Obstructive uropathy is a common cause of pediatric end-stage renal disease. Despite physicians best efforts at managing the sequelae of bladder outlet obstruction, adaptive changes to the pediatric bladder often occur. Though initially beneficial, hypertrophic tissue remodeling of bladder smooth muscle in response to stimuli such as obstruction and denervation eventually becomes maladaptive. Patients ultimately suffer from either a small fibrotic high-pressure bladder or an atonic, non-contractile bladder (Figure 1). Beyond the risk of injury to renal function in these cases, these patients also suffer from the physical and social ramifications of incontinence and urinary tract infection. Unfortunately, the signals that underlie tissue remodeling at the molecular level are poorly understood (Adam 2006, Review) and no pharmacologic interventions to limit the fibroproliferative remodeling exist.
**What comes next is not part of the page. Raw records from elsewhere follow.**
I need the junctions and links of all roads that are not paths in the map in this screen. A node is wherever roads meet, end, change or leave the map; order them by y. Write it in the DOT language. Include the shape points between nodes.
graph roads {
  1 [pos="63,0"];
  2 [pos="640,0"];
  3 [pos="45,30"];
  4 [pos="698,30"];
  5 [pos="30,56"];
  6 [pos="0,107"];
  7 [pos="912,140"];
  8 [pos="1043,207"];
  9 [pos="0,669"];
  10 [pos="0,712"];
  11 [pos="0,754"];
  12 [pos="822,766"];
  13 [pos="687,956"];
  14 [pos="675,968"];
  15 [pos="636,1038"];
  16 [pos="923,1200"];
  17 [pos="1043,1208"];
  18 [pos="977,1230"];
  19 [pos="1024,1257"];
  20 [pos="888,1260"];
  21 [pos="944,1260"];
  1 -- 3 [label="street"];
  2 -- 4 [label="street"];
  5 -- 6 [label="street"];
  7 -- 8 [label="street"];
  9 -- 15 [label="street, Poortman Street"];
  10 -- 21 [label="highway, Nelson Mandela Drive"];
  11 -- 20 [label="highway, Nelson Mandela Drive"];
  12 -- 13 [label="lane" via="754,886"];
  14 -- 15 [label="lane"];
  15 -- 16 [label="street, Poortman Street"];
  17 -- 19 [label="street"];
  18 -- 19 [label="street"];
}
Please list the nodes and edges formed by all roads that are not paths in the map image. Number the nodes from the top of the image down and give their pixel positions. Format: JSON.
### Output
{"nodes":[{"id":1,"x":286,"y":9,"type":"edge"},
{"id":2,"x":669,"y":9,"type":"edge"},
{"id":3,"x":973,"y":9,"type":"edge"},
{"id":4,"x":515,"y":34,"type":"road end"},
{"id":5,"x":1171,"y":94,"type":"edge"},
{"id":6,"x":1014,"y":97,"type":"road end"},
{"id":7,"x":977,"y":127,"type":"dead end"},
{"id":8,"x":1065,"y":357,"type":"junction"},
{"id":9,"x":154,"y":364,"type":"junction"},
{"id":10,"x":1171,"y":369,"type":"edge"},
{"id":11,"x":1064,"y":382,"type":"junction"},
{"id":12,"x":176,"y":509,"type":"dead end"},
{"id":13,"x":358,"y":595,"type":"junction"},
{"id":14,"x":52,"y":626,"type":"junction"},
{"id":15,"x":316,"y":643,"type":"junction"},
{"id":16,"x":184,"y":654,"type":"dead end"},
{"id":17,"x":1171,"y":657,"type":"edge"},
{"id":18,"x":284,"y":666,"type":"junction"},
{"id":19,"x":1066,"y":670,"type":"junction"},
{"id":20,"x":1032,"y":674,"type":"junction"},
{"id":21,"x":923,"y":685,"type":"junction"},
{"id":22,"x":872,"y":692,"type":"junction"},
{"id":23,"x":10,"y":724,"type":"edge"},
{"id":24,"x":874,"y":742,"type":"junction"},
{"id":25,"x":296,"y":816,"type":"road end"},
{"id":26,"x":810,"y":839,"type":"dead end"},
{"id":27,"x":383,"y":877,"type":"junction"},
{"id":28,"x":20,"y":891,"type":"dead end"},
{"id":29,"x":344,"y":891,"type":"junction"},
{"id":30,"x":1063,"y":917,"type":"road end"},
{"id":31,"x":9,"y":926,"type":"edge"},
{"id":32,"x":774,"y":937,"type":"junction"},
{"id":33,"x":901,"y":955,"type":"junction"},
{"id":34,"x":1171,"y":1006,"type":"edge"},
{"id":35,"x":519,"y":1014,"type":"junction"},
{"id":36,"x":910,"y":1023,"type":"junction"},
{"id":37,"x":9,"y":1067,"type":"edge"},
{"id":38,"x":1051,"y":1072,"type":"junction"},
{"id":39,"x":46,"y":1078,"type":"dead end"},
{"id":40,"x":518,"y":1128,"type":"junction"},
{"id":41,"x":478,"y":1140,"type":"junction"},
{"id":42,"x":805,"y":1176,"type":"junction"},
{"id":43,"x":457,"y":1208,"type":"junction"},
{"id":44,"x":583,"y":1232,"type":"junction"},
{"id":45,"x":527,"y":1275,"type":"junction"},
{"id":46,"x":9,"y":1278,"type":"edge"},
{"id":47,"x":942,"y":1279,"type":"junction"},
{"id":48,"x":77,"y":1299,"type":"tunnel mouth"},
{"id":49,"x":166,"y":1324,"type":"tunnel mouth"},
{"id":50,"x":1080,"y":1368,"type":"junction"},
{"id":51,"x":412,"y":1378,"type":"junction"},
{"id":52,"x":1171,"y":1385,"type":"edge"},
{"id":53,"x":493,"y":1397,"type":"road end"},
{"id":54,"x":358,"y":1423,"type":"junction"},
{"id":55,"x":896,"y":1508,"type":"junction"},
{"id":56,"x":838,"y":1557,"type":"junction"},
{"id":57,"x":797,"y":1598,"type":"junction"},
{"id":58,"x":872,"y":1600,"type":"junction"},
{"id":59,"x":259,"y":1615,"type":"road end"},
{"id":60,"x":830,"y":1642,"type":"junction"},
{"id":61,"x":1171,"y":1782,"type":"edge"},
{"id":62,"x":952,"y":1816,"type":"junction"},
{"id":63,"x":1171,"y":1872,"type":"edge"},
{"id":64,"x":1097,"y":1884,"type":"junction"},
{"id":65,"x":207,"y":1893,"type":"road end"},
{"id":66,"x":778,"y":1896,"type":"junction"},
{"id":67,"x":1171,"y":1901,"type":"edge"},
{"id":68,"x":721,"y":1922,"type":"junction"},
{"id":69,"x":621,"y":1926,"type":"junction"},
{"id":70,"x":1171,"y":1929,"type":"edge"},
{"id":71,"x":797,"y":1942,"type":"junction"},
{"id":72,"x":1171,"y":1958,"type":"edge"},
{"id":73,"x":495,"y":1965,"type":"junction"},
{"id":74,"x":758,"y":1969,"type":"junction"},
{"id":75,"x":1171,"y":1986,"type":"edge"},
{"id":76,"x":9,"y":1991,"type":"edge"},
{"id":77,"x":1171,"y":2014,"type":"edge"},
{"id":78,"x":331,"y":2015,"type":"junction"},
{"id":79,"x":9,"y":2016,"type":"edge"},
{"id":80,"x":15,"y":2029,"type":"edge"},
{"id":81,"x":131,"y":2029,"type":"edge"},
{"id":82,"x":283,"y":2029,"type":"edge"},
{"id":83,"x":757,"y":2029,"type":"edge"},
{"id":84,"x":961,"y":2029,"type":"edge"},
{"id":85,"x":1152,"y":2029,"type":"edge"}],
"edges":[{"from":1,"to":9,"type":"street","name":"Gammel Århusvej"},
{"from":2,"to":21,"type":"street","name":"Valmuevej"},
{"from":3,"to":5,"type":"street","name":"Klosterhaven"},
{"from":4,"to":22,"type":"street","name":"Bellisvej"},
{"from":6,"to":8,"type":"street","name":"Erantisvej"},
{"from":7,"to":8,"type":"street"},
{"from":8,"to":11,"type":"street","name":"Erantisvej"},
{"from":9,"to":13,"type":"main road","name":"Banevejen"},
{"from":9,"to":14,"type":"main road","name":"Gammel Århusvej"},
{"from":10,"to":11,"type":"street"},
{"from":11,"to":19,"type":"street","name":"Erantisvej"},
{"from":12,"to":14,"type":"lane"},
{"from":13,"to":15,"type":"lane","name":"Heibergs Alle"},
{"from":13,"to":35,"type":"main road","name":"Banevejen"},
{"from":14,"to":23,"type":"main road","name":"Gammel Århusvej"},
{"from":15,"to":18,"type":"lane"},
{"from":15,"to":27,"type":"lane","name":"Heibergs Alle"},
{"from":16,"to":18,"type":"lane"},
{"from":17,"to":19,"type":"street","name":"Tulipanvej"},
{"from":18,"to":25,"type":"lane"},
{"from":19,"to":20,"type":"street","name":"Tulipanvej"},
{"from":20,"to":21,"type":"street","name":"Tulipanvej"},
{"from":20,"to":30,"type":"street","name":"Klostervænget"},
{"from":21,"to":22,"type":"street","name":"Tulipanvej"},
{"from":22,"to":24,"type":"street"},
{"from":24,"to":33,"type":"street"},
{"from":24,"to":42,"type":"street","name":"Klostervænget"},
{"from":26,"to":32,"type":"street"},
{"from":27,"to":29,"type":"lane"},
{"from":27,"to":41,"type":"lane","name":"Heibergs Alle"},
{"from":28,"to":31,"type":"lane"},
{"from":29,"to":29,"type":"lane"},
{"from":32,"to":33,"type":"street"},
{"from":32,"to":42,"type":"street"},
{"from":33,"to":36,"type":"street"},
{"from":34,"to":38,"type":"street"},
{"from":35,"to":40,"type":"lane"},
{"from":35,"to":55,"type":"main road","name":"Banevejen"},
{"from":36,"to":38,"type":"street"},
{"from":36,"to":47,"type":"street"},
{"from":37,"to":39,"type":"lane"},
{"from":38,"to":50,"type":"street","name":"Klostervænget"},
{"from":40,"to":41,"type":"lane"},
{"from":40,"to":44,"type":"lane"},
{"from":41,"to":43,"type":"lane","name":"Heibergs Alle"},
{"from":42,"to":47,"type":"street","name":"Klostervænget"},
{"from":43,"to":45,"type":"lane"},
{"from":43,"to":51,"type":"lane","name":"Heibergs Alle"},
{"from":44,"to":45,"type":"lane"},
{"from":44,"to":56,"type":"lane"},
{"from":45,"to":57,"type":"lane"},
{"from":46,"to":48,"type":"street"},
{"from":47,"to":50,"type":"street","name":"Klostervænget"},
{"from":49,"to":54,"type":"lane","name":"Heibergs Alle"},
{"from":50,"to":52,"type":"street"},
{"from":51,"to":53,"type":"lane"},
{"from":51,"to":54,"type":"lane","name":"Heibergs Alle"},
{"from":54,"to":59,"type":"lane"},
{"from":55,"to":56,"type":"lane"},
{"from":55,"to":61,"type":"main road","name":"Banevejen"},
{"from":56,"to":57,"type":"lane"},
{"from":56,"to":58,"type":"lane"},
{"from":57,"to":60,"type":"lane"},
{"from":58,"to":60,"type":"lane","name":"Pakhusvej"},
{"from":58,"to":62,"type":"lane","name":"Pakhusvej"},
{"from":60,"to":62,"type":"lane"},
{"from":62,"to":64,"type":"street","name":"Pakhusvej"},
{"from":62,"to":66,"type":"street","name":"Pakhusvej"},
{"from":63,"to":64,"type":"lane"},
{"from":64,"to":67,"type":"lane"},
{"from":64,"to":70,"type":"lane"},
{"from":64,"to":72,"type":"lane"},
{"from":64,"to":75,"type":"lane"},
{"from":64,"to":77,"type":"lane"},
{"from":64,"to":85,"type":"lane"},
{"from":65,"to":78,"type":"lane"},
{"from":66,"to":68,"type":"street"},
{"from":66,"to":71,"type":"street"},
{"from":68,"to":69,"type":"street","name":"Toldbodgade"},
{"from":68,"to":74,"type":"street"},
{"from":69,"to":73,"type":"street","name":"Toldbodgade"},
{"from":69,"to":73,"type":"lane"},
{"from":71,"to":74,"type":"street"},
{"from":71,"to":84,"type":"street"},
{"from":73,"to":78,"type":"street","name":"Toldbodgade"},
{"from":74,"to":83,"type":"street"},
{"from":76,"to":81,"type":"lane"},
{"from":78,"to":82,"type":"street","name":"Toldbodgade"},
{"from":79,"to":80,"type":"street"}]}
Current research regarding bladder regeneration deals primarily with replacement of the end-stage bladder, primarily attempting to develop tissue engineered constructs to restore bladder storage capabilities (Drewa 2012, Review Article). These constructs may utilize stem cells obtained from embryos or bone marrow, however, none have functioned appropriately as a normal bladder, both storing urine at low pressures and emptying efficiently. I propose research to harness the inherent stem cells within the bladder to stimulate the bladder’s natural regenerative capacity. Resident bladder stem cells could potentially prevent loss of bladder function or restore function in those children whom bladder function has already deteriorated. Furthermore, understanding the signaling pathways behind functional deterioration of bladder smooth muscle may lead to earlier detection of patients who will ultimately develop bladder and kidney problems.
|Effective start/end date||4/1/14 → 3/31/19|
- Hartwell Foundation (Agmt. Rcvd. 4/1/14)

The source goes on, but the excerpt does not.